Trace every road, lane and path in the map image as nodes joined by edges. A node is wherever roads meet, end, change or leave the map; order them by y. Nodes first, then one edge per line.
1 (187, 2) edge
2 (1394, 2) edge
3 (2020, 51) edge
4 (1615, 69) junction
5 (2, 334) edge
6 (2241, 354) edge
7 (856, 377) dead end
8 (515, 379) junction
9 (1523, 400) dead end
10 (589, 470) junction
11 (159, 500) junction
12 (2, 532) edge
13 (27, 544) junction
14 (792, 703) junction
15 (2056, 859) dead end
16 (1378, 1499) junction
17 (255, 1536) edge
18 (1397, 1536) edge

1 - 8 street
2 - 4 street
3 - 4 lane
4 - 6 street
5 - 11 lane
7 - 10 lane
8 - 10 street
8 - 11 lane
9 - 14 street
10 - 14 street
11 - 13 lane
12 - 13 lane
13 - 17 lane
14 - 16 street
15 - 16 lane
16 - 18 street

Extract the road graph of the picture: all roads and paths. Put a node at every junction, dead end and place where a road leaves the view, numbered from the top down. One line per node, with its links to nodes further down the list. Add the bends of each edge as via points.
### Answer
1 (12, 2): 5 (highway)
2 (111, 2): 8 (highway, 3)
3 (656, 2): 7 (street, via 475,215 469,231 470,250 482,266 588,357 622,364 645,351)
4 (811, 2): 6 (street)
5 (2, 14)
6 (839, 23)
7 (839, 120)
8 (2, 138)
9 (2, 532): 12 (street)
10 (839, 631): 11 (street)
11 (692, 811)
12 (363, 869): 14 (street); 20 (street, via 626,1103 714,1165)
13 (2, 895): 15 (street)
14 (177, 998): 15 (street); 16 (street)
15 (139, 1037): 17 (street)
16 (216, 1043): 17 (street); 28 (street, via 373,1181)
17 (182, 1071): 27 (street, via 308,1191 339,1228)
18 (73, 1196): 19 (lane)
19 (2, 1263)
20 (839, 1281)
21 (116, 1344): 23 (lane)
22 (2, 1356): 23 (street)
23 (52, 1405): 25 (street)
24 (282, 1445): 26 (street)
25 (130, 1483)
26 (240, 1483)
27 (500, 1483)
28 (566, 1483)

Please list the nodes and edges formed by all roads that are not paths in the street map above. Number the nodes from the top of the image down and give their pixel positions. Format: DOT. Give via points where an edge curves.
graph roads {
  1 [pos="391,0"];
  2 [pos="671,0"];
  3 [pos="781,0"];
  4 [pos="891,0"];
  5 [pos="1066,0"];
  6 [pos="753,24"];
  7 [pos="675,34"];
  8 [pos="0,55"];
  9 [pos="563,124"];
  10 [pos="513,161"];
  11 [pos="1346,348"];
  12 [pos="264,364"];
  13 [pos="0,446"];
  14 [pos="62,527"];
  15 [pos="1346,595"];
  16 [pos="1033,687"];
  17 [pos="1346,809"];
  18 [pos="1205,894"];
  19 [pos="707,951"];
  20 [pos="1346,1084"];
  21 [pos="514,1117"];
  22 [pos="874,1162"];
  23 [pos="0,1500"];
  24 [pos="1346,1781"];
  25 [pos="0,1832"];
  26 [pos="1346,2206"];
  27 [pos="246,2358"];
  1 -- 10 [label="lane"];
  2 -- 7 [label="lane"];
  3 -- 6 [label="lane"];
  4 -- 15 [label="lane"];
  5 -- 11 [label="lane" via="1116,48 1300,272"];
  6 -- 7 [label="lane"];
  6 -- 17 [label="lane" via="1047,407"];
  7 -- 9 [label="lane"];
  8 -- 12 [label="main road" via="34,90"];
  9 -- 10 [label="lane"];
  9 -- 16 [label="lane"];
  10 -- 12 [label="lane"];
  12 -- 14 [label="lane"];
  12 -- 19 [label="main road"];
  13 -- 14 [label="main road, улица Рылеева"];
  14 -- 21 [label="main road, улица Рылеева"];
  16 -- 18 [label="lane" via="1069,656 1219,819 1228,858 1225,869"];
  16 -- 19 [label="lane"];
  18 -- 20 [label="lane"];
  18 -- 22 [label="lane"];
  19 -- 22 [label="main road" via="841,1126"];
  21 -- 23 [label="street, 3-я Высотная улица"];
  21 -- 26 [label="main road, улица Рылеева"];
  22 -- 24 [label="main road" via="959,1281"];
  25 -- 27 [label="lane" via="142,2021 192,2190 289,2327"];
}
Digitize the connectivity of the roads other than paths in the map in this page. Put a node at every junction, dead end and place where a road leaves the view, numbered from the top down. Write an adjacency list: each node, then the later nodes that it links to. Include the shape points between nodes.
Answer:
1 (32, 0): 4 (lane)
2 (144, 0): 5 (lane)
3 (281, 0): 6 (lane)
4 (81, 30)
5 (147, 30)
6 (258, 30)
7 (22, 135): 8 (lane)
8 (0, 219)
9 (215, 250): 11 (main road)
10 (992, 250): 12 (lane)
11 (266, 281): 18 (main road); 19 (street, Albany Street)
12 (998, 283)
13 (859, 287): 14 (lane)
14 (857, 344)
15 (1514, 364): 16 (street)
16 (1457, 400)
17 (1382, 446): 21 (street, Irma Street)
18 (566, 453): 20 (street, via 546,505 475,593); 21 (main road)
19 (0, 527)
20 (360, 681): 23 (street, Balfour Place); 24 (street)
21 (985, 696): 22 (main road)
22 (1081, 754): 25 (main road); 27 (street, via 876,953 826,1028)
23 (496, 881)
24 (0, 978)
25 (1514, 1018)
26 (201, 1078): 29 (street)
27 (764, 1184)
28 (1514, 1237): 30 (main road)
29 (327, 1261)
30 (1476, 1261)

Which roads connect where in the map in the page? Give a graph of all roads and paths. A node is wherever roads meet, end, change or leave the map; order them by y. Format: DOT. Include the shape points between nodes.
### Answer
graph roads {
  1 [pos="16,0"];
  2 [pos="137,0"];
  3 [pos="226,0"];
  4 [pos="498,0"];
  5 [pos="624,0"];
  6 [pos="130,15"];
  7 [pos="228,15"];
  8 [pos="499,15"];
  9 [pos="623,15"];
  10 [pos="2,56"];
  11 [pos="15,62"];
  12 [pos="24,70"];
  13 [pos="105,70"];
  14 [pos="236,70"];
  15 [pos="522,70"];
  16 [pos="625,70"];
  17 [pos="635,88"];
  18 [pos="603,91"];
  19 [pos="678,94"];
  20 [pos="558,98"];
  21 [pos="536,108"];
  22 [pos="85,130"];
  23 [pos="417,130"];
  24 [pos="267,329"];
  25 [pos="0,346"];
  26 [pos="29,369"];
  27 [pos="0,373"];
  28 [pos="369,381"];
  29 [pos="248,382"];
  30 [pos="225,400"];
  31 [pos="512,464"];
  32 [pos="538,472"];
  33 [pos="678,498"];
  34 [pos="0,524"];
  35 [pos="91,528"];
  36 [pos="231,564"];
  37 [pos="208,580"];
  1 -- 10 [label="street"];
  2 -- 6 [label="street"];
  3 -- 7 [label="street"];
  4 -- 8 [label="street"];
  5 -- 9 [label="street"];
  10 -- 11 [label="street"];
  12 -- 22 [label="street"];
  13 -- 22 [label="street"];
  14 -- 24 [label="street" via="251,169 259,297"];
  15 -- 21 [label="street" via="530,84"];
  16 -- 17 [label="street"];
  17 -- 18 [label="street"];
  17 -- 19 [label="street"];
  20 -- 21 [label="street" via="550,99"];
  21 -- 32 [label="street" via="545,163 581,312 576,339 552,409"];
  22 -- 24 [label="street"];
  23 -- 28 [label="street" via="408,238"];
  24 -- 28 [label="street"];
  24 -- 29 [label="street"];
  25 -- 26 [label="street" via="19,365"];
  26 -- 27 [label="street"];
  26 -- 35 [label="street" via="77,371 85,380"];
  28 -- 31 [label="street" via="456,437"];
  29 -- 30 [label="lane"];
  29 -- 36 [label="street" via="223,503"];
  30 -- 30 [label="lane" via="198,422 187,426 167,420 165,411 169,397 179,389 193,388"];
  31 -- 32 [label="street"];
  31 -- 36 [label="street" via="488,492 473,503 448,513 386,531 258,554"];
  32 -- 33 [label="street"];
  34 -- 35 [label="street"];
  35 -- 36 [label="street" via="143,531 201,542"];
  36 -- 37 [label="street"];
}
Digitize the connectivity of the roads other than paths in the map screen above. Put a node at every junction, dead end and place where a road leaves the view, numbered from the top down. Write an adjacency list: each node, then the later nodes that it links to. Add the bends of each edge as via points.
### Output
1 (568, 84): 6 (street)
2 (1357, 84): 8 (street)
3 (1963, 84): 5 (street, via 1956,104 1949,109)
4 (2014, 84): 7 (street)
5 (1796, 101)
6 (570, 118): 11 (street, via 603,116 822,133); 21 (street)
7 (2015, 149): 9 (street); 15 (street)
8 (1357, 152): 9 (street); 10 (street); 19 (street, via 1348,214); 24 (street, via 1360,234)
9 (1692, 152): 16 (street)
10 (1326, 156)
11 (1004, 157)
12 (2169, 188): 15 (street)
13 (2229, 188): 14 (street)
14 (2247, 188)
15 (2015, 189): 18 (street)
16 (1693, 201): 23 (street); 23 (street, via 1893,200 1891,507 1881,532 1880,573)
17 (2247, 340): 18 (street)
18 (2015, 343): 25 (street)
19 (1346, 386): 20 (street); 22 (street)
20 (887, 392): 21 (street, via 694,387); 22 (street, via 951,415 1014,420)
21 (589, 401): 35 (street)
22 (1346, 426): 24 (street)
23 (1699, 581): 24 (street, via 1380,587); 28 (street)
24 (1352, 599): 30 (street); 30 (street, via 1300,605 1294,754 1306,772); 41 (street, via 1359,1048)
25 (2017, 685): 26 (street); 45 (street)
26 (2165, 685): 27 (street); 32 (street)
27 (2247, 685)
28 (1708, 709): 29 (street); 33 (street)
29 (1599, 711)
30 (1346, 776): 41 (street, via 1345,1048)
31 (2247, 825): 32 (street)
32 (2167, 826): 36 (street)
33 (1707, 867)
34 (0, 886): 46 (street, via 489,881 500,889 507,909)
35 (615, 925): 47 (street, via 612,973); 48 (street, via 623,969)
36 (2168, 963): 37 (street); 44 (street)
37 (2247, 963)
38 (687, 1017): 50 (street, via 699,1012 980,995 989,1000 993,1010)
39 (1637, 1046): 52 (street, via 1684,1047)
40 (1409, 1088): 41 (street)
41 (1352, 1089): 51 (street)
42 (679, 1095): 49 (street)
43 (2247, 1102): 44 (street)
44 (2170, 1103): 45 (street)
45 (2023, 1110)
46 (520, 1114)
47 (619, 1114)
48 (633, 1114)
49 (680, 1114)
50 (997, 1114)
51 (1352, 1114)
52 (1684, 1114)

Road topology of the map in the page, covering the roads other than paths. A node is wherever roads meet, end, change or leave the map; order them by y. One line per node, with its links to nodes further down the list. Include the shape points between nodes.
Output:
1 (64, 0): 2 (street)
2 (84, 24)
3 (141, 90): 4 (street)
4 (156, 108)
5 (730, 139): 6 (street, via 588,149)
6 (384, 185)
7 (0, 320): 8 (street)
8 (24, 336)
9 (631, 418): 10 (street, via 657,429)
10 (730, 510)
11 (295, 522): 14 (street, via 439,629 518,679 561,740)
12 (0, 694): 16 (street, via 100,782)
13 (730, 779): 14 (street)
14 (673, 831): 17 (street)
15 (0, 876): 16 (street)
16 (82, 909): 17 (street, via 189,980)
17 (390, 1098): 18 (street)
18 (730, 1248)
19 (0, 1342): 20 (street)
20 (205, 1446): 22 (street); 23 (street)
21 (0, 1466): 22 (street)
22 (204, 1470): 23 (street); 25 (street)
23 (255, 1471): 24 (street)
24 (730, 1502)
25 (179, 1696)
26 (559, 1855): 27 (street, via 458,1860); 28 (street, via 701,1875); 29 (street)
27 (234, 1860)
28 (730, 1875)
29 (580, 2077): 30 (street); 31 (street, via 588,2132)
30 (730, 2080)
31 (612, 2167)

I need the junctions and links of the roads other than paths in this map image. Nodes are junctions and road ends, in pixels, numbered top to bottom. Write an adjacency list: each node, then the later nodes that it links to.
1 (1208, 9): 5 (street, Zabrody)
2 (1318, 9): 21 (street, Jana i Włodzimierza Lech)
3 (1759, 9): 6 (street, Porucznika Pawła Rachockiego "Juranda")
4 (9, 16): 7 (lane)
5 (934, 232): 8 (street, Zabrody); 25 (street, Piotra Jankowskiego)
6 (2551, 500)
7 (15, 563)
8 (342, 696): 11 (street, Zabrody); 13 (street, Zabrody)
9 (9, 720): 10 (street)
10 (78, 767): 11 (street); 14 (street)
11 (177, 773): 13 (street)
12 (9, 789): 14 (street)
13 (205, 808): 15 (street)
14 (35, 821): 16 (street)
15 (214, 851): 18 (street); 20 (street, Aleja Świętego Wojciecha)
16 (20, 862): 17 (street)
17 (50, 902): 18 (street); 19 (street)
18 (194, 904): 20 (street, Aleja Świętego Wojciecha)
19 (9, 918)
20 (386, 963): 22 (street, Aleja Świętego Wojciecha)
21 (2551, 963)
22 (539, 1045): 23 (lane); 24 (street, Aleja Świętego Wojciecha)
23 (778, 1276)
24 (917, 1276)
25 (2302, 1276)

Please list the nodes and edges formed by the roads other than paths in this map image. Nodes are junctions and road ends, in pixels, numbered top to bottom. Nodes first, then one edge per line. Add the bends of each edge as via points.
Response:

▶ [Exercise brief]: The answer should hold the lines from the one containing "Please list the nodes and edges formed by the" through the end of the entries above, set down exactly, with both ends included.

▶ [Task answer]:
Please list the nodes and edges formed by the roads other than paths in this map image. Nodes are junctions and road ends, in pixels, numbered top to bottom. Nodes first, then one edge per line. Add the bends of each edge as via points.
Response:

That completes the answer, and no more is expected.